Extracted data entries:

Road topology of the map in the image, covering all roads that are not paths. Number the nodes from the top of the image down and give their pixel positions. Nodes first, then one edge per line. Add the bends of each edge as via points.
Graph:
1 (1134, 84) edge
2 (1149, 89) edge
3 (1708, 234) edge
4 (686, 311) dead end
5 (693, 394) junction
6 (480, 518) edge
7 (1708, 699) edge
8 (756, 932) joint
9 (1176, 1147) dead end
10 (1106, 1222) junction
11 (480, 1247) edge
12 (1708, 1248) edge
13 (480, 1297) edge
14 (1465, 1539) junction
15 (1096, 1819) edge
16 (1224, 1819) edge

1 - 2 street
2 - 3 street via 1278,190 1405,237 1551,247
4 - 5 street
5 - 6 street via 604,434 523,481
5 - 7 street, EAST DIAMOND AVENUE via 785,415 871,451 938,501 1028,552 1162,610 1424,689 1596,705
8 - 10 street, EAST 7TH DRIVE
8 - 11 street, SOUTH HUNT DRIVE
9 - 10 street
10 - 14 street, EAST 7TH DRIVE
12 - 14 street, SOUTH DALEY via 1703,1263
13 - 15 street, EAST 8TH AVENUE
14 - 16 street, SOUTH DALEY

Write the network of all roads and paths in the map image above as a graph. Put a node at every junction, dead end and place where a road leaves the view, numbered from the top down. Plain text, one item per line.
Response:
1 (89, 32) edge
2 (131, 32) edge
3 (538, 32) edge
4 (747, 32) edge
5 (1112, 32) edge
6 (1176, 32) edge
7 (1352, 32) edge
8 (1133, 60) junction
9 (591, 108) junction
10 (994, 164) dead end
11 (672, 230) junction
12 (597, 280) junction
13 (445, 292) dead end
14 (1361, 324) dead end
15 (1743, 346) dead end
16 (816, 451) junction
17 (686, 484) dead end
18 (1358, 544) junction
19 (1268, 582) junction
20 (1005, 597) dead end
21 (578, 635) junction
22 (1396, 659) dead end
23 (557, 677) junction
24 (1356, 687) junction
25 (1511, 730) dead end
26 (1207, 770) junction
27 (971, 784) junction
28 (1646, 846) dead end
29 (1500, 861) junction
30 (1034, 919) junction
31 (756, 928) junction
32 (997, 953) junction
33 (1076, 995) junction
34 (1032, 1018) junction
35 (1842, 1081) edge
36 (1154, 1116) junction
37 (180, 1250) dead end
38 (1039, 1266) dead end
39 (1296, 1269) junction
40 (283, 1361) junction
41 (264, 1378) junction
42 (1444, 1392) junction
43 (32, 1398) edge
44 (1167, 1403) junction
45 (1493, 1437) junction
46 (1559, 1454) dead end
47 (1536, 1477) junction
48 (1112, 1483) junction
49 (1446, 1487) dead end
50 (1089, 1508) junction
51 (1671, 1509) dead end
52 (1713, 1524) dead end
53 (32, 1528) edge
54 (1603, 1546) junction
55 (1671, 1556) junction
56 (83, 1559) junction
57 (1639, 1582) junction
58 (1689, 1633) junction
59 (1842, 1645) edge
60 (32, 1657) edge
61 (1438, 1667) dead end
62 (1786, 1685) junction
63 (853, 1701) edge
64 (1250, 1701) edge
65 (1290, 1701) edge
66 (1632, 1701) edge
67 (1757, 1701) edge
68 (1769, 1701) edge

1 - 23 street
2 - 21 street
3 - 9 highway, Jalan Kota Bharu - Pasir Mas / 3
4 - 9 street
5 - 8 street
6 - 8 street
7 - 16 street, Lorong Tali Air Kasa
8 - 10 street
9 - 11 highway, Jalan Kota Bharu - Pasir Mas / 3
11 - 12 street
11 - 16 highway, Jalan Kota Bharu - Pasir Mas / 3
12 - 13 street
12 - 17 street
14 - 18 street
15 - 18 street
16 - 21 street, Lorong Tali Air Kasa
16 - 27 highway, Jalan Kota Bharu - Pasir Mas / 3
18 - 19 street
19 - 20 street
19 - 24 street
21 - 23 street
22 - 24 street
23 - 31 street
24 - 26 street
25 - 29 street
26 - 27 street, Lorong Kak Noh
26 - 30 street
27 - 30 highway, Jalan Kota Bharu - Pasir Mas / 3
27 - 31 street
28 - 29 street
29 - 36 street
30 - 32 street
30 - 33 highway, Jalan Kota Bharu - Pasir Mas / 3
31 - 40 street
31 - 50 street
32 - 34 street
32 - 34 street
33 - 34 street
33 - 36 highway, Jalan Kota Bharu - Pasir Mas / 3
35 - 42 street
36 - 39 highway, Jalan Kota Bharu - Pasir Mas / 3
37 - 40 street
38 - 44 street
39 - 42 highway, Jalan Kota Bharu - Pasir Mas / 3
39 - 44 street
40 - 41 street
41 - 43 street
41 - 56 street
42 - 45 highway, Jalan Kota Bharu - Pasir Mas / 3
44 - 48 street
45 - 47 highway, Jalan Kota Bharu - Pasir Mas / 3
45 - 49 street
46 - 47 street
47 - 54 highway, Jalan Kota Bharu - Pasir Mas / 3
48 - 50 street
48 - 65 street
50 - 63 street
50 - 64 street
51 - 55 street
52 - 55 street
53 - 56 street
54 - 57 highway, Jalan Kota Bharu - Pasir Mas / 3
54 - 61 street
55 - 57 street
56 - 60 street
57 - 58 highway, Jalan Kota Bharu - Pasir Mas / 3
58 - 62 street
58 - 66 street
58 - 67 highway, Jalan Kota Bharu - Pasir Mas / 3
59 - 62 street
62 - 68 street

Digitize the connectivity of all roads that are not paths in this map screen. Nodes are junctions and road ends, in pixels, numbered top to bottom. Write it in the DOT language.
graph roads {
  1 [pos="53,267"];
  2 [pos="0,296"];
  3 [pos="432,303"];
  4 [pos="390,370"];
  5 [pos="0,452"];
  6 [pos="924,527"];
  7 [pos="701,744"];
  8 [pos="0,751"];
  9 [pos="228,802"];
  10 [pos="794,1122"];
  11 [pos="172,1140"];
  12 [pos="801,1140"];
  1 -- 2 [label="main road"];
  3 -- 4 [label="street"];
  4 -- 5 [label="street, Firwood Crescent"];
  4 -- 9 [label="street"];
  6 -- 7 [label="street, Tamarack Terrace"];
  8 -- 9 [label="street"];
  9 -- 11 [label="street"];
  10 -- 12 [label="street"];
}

### What is expected
Nothing should be left out: repeat all of the data exactly.

### Written answer
Road topology of the map in the image, covering all roads that are not paths. Number the nodes from the top of the image down and give their pixel positions. Nodes first, then one edge per line. Add the bends of each edge as via points.
Graph:
1 (1134, 84) edge
2 (1149, 89) edge
3 (1708, 234) edge
4 (686, 311) dead end
5 (693, 394) junction
6 (480, 518) edge
7 (1708, 699) edge
8 (756, 932) joint
9 (1176, 1147) dead end
10 (1106, 1222) junction
11 (480, 1247) edge
12 (1708, 1248) edge
13 (480, 1297) edge
14 (1465, 1539) junction
15 (1096, 1819) edge
16 (1224, 1819) edge

1 - 2 street
2 - 3 street via 1278,190 1405,237 1551,247
4 - 5 street
5 - 6 street via 604,434 523,481
5 - 7 street, EAST DIAMOND AVENUE via 785,415 871,451 938,501 1028,552 1162,610 1424,689 1596,705
8 - 10 street, EAST 7TH DRIVE
8 - 11 street, SOUTH HUNT DRIVE
9 - 10 street
10 - 14 street, EAST 7TH DRIVE
12 - 14 street, SOUTH DALEY via 1703,1263
13 - 15 street, EAST 8TH AVENUE
14 - 16 street, SOUTH DALEY

Write the network of all roads and paths in the map image above as a graph. Put a node at every junction, dead end and place where a road leaves the view, numbered from the top down. Plain text, one item per line.
Response:
1 (89, 32) edge
2 (131, 32) edge
3 (538, 32) edge
4 (747, 32) edge
5 (1112, 32) edge
6 (1176, 32) edge
7 (1352, 32) edge
8 (1133, 60) junction
9 (591, 108) junction
10 (994, 164) dead end
11 (672, 230) junction
12 (597, 280) junction
13 (445, 292) dead end
14 (1361, 324) dead end
15 (1743, 346) dead end
16 (816, 451) junction
17 (686, 484) dead end
18 (1358, 544) junction
19 (1268, 582) junction
20 (1005, 597) dead end
21 (578, 635) junction
22 (1396, 659) dead end
23 (557, 677) junction
24 (1356, 687) junction
25 (1511, 730) dead end
26 (1207, 770) junction
27 (971, 784) junction
28 (1646, 846) dead end
29 (1500, 861) junction
30 (1034, 919) junction
31 (756, 928) junction
32 (997, 953) junction
33 (1076, 995) junction
34 (1032, 1018) junction
35 (1842, 1081) edge
36 (1154, 1116) junction
37 (180, 1250) dead end
38 (1039, 1266) dead end
39 (1296, 1269) junction
40 (283, 1361) junction
41 (264, 1378) junction
42 (1444, 1392) junction
43 (32, 1398) edge
44 (1167, 1403) junction
45 (1493, 1437) junction
46 (1559, 1454) dead end
47 (1536, 1477) junction
48 (1112, 1483) junction
49 (1446, 1487) dead end
50 (1089, 1508) junction
51 (1671, 1509) dead end
52 (1713, 1524) dead end
53 (32, 1528) edge
54 (1603, 1546) junction
55 (1671, 1556) junction
56 (83, 1559) junction
57 (1639, 1582) junction
58 (1689, 1633) junction
59 (1842, 1645) edge
60 (32, 1657) edge
61 (1438, 1667) dead end
62 (1786, 1685) junction
63 (853, 1701) edge
64 (1250, 1701) edge
65 (1290, 1701) edge
66 (1632, 1701) edge
67 (1757, 1701) edge
68 (1769, 1701) edge

1 - 23 street
2 - 21 street
3 - 9 highway, Jalan Kota Bharu - Pasir Mas / 3
4 - 9 street
5 - 8 street
6 - 8 street
7 - 16 street, Lorong Tali Air Kasa
8 - 10 street
9 - 11 highway, Jalan Kota Bharu - Pasir Mas / 3
11 - 12 street
11 - 16 highway, Jalan Kota Bharu - Pasir Mas / 3
12 - 13 street
12 - 17 street
14 - 18 street
15 - 18 street
16 - 21 street, Lorong Tali Air Kasa
16 - 27 highway, Jalan Kota Bharu - Pasir Mas / 3
18 - 19 street
19 - 20 street
19 - 24 street
21 - 23 street
22 - 24 street
23 - 31 street
24 - 26 street
25 - 29 street
26 - 27 street, Lorong Kak Noh
26 - 30 street
27 - 30 highway, Jalan Kota Bharu - Pasir Mas / 3
27 - 31 street
28 - 29 street
29 - 36 street
30 - 32 street
30 - 33 highway, Jalan Kota Bharu - Pasir Mas / 3
31 - 40 street
31 - 50 street
32 - 34 street
32 - 34 street
33 - 34 street
33 - 36 highway, Jalan Kota Bharu - Pasir Mas / 3
35 - 42 street
36 - 39 highway, Jalan Kota Bharu - Pasir Mas / 3
37 - 40 street
38 - 44 street
39 - 42 highway, Jalan Kota Bharu - Pasir Mas / 3
39 - 44 street
40 - 41 street
41 - 43 street
41 - 56 street
42 - 45 highway, Jalan Kota Bharu - Pasir Mas / 3
44 - 48 street
45 - 47 highway, Jalan Kota Bharu - Pasir Mas / 3
45 - 49 street
46 - 47 street
47 - 54 highway, Jalan Kota Bharu - Pasir Mas / 3
48 - 50 street
48 - 65 street
50 - 63 street
50 - 64 street
51 - 55 street
52 - 55 street
53 - 56 street
54 - 57 highway, Jalan Kota Bharu - Pasir Mas / 3
54 - 61 street
55 - 57 street
56 - 60 street
57 - 58 highway, Jalan Kota Bharu - Pasir Mas / 3
58 - 62 street
58 - 66 street
58 - 67 highway, Jalan Kota Bharu - Pasir Mas / 3
59 - 62 street
62 - 68 street

Digitize the connectivity of all roads that are not paths in this map screen. Nodes are junctions and road ends, in pixels, numbered top to bottom. Write it in the DOT language.
graph roads {
  1 [pos="53,267"];
  2 [pos="0,296"];
  3 [pos="432,303"];
  4 [pos="390,370"];
  5 [pos="0,452"];
  6 [pos="924,527"];
  7 [pos="701,744"];
  8 [pos="0,751"];
  9 [pos="228,802"];
  10 [pos="794,1122"];
  11 [pos="172,1140"];
  12 [pos="801,1140"];
  1 -- 2 [label="main road"];
  3 -- 4 [label="street"];
  4 -- 5 [label="street, Firwood Crescent"];
  4 -- 9 [label="street"];
  6 -- 7 [label="street, Tamarack Terrace"];
  8 -- 9 [label="street"];
  9 -- 11 [label="street"];
  10 -- 12 [label="street"];
}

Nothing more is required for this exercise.